Exercise. Word for word, the data below must be repeated in full; no picture is to be included.
·····
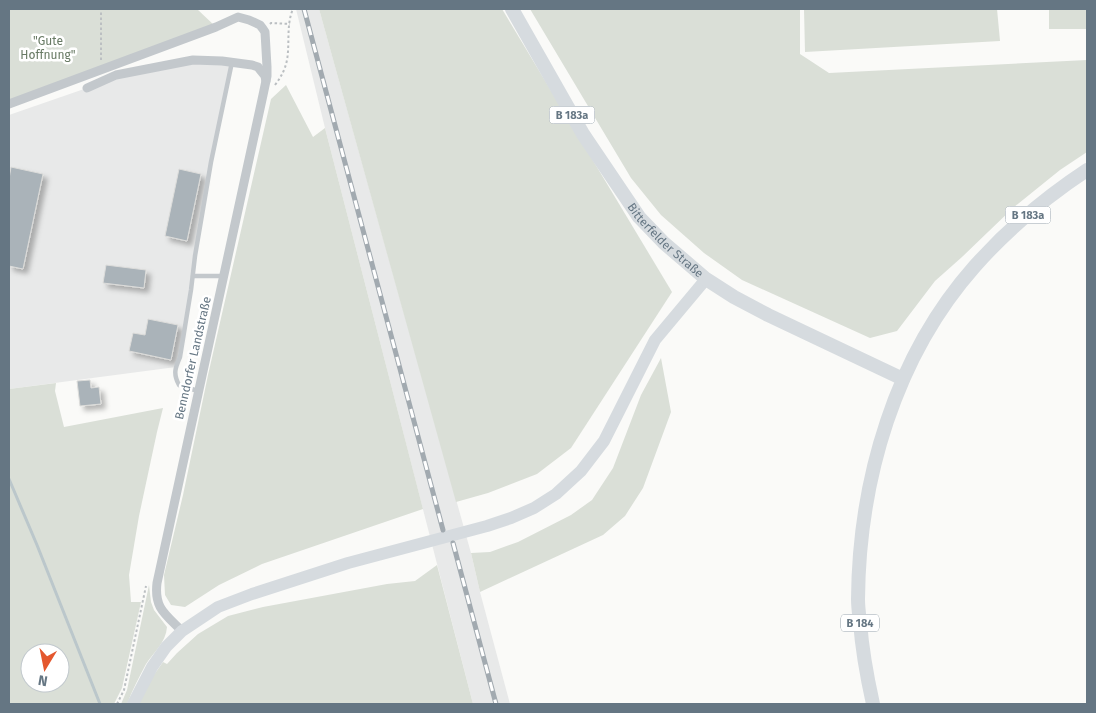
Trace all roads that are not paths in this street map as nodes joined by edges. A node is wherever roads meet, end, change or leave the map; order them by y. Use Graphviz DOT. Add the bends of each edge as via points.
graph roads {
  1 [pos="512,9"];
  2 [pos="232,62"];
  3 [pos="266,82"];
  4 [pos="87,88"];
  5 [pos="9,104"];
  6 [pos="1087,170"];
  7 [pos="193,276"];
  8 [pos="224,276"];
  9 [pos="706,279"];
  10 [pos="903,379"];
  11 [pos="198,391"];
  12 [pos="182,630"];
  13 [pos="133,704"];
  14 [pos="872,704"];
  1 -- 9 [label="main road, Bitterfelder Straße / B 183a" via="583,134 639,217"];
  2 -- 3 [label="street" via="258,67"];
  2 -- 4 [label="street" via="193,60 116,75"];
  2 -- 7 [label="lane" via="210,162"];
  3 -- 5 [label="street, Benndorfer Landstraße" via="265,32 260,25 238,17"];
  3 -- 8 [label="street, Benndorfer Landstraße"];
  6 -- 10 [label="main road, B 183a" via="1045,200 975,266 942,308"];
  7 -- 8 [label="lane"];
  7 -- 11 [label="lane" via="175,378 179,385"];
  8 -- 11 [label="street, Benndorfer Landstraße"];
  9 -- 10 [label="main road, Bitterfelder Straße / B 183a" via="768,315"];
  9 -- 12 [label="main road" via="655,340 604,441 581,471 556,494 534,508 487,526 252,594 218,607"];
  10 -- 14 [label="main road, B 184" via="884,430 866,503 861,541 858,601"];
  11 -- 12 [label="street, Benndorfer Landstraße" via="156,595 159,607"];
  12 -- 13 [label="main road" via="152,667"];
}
·····
Your response.
Trace all roads that are not paths in this street map as nodes joined by edges. A node is wherever roads meet, end, change or leave the map; order them by y. Use Graphviz DOT. Add the bends of each edge as via points.
graph roads {
  1 [pos="512,9"];
  2 [pos="232,62"];
  3 [pos="266,82"];
  4 [pos="87,88"];
  5 [pos="9,104"];
  6 [pos="1087,170"];
  7 [pos="193,276"];
  8 [pos="224,276"];
  9 [pos="706,279"];
  10 [pos="903,379"];
  11 [pos="198,391"];
  12 [pos="182,630"];
  13 [pos="133,704"];
  14 [pos="872,704"];
  1 -- 9 [label="main road, Bitterfelder Straße / B 183a" via="583,134 639,217"];
  2 -- 3 [label="street" via="258,67"];
  2 -- 4 [label="street" via="193,60 116,75"];
  2 -- 7 [label="lane" via="210,162"];
  3 -- 5 [label="street, Benndorfer Landstraße" via="265,32 260,25 238,17"];
  3 -- 8 [label="street, Benndorfer Landstraße"];
  6 -- 10 [label="main road, B 183a" via="1045,200 975,266 942,308"];
  7 -- 8 [label="lane"];
  7 -- 11 [label="lane" via="175,378 179,385"];
  8 -- 11 [label="street, Benndorfer Landstraße"];
  9 -- 10 [label="main road, Bitterfelder Straße / B 183a" via="768,315"];
  9 -- 12 [label="main road" via="655,340 604,441 581,471 556,494 534,508 487,526 252,594 218,607"];
  10 -- 14 [label="main road, B 184" via="884,430 866,503 861,541 858,601"];
  11 -- 12 [label="street, Benndorfer Landstraße" via="156,595 159,607"];
  12 -- 13 [label="main road" via="152,667"];
}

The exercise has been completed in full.